Every record shown below is to be output exactly.
Dataset entries START
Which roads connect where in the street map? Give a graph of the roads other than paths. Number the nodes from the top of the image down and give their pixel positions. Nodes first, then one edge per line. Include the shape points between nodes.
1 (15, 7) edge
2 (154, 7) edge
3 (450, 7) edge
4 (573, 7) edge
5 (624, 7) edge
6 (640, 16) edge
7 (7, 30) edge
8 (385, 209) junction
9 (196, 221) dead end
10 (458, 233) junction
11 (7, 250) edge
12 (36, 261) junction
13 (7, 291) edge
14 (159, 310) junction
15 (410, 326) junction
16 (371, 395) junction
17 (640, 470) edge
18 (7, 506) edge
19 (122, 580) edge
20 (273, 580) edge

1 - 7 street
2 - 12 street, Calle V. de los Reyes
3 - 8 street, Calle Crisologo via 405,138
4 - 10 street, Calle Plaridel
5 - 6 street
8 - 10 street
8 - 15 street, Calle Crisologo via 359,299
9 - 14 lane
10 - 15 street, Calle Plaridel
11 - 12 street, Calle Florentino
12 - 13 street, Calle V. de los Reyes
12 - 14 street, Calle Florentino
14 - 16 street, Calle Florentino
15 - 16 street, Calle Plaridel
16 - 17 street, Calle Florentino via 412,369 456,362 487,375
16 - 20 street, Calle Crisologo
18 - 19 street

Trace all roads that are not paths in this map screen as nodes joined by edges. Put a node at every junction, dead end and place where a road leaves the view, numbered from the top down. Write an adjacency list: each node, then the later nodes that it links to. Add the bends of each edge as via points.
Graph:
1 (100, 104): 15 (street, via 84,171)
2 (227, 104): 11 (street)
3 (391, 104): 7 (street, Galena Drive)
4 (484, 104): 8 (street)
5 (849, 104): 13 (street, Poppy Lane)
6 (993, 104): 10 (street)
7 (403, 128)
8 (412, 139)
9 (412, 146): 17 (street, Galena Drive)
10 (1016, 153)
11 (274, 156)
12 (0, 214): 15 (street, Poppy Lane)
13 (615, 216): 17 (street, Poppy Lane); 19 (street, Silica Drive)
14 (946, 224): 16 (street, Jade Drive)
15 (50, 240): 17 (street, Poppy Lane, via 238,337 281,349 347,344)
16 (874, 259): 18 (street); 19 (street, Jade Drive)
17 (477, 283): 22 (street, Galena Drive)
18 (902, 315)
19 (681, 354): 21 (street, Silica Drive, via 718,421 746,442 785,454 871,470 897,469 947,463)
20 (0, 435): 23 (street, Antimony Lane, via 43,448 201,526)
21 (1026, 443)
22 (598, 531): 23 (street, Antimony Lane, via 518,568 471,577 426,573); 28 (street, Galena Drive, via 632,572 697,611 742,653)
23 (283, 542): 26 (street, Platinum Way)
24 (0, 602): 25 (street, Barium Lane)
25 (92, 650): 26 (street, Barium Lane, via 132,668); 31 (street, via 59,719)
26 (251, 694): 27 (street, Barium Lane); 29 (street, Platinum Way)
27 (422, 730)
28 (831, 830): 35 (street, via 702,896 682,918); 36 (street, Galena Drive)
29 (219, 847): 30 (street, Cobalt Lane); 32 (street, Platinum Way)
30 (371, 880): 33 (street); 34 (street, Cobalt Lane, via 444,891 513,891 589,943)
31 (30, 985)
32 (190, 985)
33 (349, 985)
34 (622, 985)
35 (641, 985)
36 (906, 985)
Dataset entries END
> [Your solution]
Which roads connect where in the street map? Give a graph of the roads other than paths. Number the nodes from the top of the image down and give their pixel positions. Nodes first, then one edge per line. Include the shape points between nodes.
1 (15, 7) edge
2 (154, 7) edge
3 (450, 7) edge
4 (573, 7) edge
5 (624, 7) edge
6 (640, 16) edge
7 (7, 30) edge
8 (385, 209) junction
9 (196, 221) dead end
10 (458, 233) junction
11 (7, 250) edge
12 (36, 261) junction
13 (7, 291) edge
14 (159, 310) junction
15 (410, 326) junction
16 (371, 395) junction
17 (640, 470) edge
18 (7, 506) edge
19 (122, 580) edge
20 (273, 580) edge

1 - 7 street
2 - 12 street, Calle V. de los Reyes
3 - 8 street, Calle Crisologo via 405,138
4 - 10 street, Calle Plaridel
5 - 6 street
8 - 10 street
8 - 15 street, Calle Crisologo via 359,299
9 - 14 lane
10 - 15 street, Calle Plaridel
11 - 12 street, Calle Florentino
12 - 13 street, Calle V. de los Reyes
12 - 14 street, Calle Florentino
14 - 16 street, Calle Florentino
15 - 16 street, Calle Plaridel
16 - 17 street, Calle Florentino via 412,369 456,362 487,375
16 - 20 street, Calle Crisologo
18 - 19 street

Trace all roads that are not paths in this map screen as nodes joined by edges. Put a node at every junction, dead end and place where a road leaves the view, numbered from the top down. Write an adjacency list: each node, then the later nodes that it links to. Add the bends of each edge as via points.
Graph:
1 (100, 104): 15 (street, via 84,171)
2 (227, 104): 11 (street)
3 (391, 104): 7 (street, Galena Drive)
4 (484, 104): 8 (street)
5 (849, 104): 13 (street, Poppy Lane)
6 (993, 104): 10 (street)
7 (403, 128)
8 (412, 139)
9 (412, 146): 17 (street, Galena Drive)
10 (1016, 153)
11 (274, 156)
12 (0, 214): 15 (street, Poppy Lane)
13 (615, 216): 17 (street, Poppy Lane); 19 (street, Silica Drive)
14 (946, 224): 16 (street, Jade Drive)
15 (50, 240): 17 (street, Poppy Lane, via 238,337 281,349 347,344)
16 (874, 259): 18 (street); 19 (street, Jade Drive)
17 (477, 283): 22 (street, Galena Drive)
18 (902, 315)
19 (681, 354): 21 (street, Silica Drive, via 718,421 746,442 785,454 871,470 897,469 947,463)
20 (0, 435): 23 (street, Antimony Lane, via 43,448 201,526)
21 (1026, 443)
22 (598, 531): 23 (street, Antimony Lane, via 518,568 471,577 426,573); 28 (street, Galena Drive, via 632,572 697,611 742,653)
23 (283, 542): 26 (street, Platinum Way)
24 (0, 602): 25 (street, Barium Lane)
25 (92, 650): 26 (street, Barium Lane, via 132,668); 31 (street, via 59,719)
26 (251, 694): 27 (street, Barium Lane); 29 (street, Platinum Way)
27 (422, 730)
28 (831, 830): 35 (street, via 702,896 682,918); 36 (street, Galena Drive)
29 (219, 847): 30 (street, Cobalt Lane); 32 (street, Platinum Way)
30 (371, 880): 33 (street); 34 (street, Cobalt Lane, via 444,891 513,891 589,943)
31 (30, 985)
32 (190, 985)
33 (349, 985)
34 (622, 985)
35 (641, 985)
36 (906, 985)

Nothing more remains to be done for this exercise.